- Try it
Transcribe the entries exactly as given and skip whatever images they hold.

- Data for this task

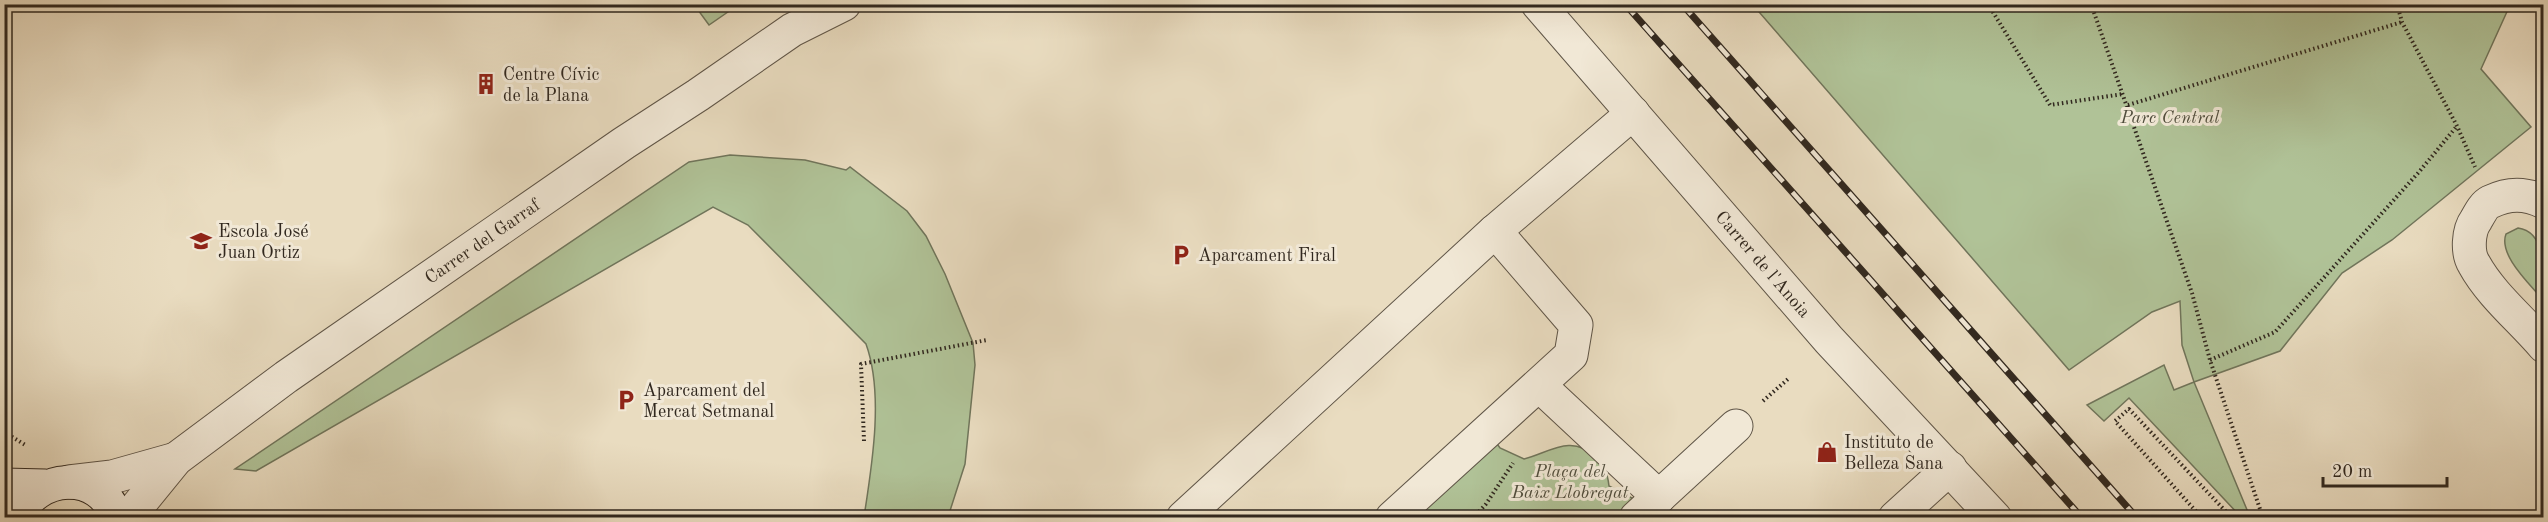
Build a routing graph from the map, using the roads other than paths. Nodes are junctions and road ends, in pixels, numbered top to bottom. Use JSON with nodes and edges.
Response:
{"nodes":[{"id":1,"x":844,"y":4,"type":"edge"},
{"id":2,"x":1538,"y":4,"type":"edge"},
{"id":3,"x":800,"y":17,"type":"edge"},
{"id":4,"x":1633,"y":113,"type":"junction"},
{"id":5,"x":2544,"y":202,"type":"edge"},
{"id":6,"x":1495,"y":231,"type":"junction"},
{"id":7,"x":2544,"y":346,"type":"edge"},
{"id":8,"x":1539,"y":385,"type":"junction"},
{"id":9,"x":1736,"y":426,"type":"dead end"},
{"id":10,"x":176,"y":459,"type":"junction"},
{"id":11,"x":1950,"y":468,"type":"junction"},
{"id":12,"x":57,"y":484,"type":"junction"},
{"id":13,"x":4,"y":485,"type":"edge"},
{"id":14,"x":1647,"y":507,"type":"edge"},
{"id":15,"x":16,"y":518,"type":"edge"},
{"id":16,"x":117,"y":518,"type":"edge"},
{"id":17,"x":128,"y":518,"type":"edge"},
{"id":18,"x":1183,"y":518,"type":"edge"},
{"id":19,"x":1392,"y":518,"type":"edge"},
{"id":20,"x":1895,"y":518,"type":"edge"},
{"id":21,"x":1995,"y":518,"type":"edge"}],
"edges":[{"from":1,"to":3,"type":"street","name":"Carrer del Garraf"},
{"from":2,"to":4,"type":"street","name":"Carrer de l'Anoia"},
{"from":3,"to":10,"type":"street","name":"Carrer del Garraf"},
{"from":4,"to":6,"type":"street"},
{"from":4,"to":11,"type":"street","name":"Carrer de l'Anoia"},
{"from":5,"to":7,"type":"street"},
{"from":6,"to":8,"type":"street"},
{"from":6,"to":18,"type":"street"},
{"from":8,"to":14,"type":"street"},
{"from":8,"to":19,"type":"street"},
{"from":9,"to":14,"type":"street"},
{"from":10,"to":12,"type":"street","name":"Carrer del Garraf"},
{"from":10,"to":17,"type":"street","name":"Carrer del Garraf"},
{"from":11,"to":20,"type":"street"},
{"from":11,"to":21,"type":"street","name":"Carrer de l'Anoia"},
{"from":12,"to":13,"type":"street"},
{"from":12,"to":15,"type":"street"},
{"from":12,"to":16,"type":"street"}]}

- Output for this exercise
Build a routing graph from the map, using the roads other than paths. Nodes are junctions and road ends, in pixels, numbered top to bottom. Use JSON with nodes and edges.
Response:
{"nodes":[{"id":1,"x":844,"y":4,"type":"edge"},
{"id":2,"x":1538,"y":4,"type":"edge"},
{"id":3,"x":800,"y":17,"type":"edge"},
{"id":4,"x":1633,"y":113,"type":"junction"},
{"id":5,"x":2544,"y":202,"type":"edge"},
{"id":6,"x":1495,"y":231,"type":"junction"},
{"id":7,"x":2544,"y":346,"type":"edge"},
{"id":8,"x":1539,"y":385,"type":"junction"},
{"id":9,"x":1736,"y":426,"type":"dead end"},
{"id":10,"x":176,"y":459,"type":"junction"},
{"id":11,"x":1950,"y":468,"type":"junction"},
{"id":12,"x":57,"y":484,"type":"junction"},
{"id":13,"x":4,"y":485,"type":"edge"},
{"id":14,"x":1647,"y":507,"type":"edge"},
{"id":15,"x":16,"y":518,"type":"edge"},
{"id":16,"x":117,"y":518,"type":"edge"},
{"id":17,"x":128,"y":518,"type":"edge"},
{"id":18,"x":1183,"y":518,"type":"edge"},
{"id":19,"x":1392,"y":518,"type":"edge"},
{"id":20,"x":1895,"y":518,"type":"edge"},
{"id":21,"x":1995,"y":518,"type":"edge"}],
"edges":[{"from":1,"to":3,"type":"street","name":"Carrer del Garraf"},
{"from":2,"to":4,"type":"street","name":"Carrer de l'Anoia"},
{"from":3,"to":10,"type":"street","name":"Carrer del Garraf"},
{"from":4,"to":6,"type":"street"},
{"from":4,"to":11,"type":"street","name":"Carrer de l'Anoia"},
{"from":5,"to":7,"type":"street"},
{"from":6,"to":8,"type":"street"},
{"from":6,"to":18,"type":"street"},
{"from":8,"to":14,"type":"street"},
{"from":8,"to":19,"type":"street"},
{"from":9,"to":14,"type":"street"},
{"from":10,"to":12,"type":"street","name":"Carrer del Garraf"},
{"from":10,"to":17,"type":"street","name":"Carrer del Garraf"},
{"from":11,"to":20,"type":"street"},
{"from":11,"to":21,"type":"street","name":"Carrer de l'Anoia"},
{"from":12,"to":13,"type":"street"},
{"from":12,"to":15,"type":"street"},
{"from":12,"to":16,"type":"street"}]}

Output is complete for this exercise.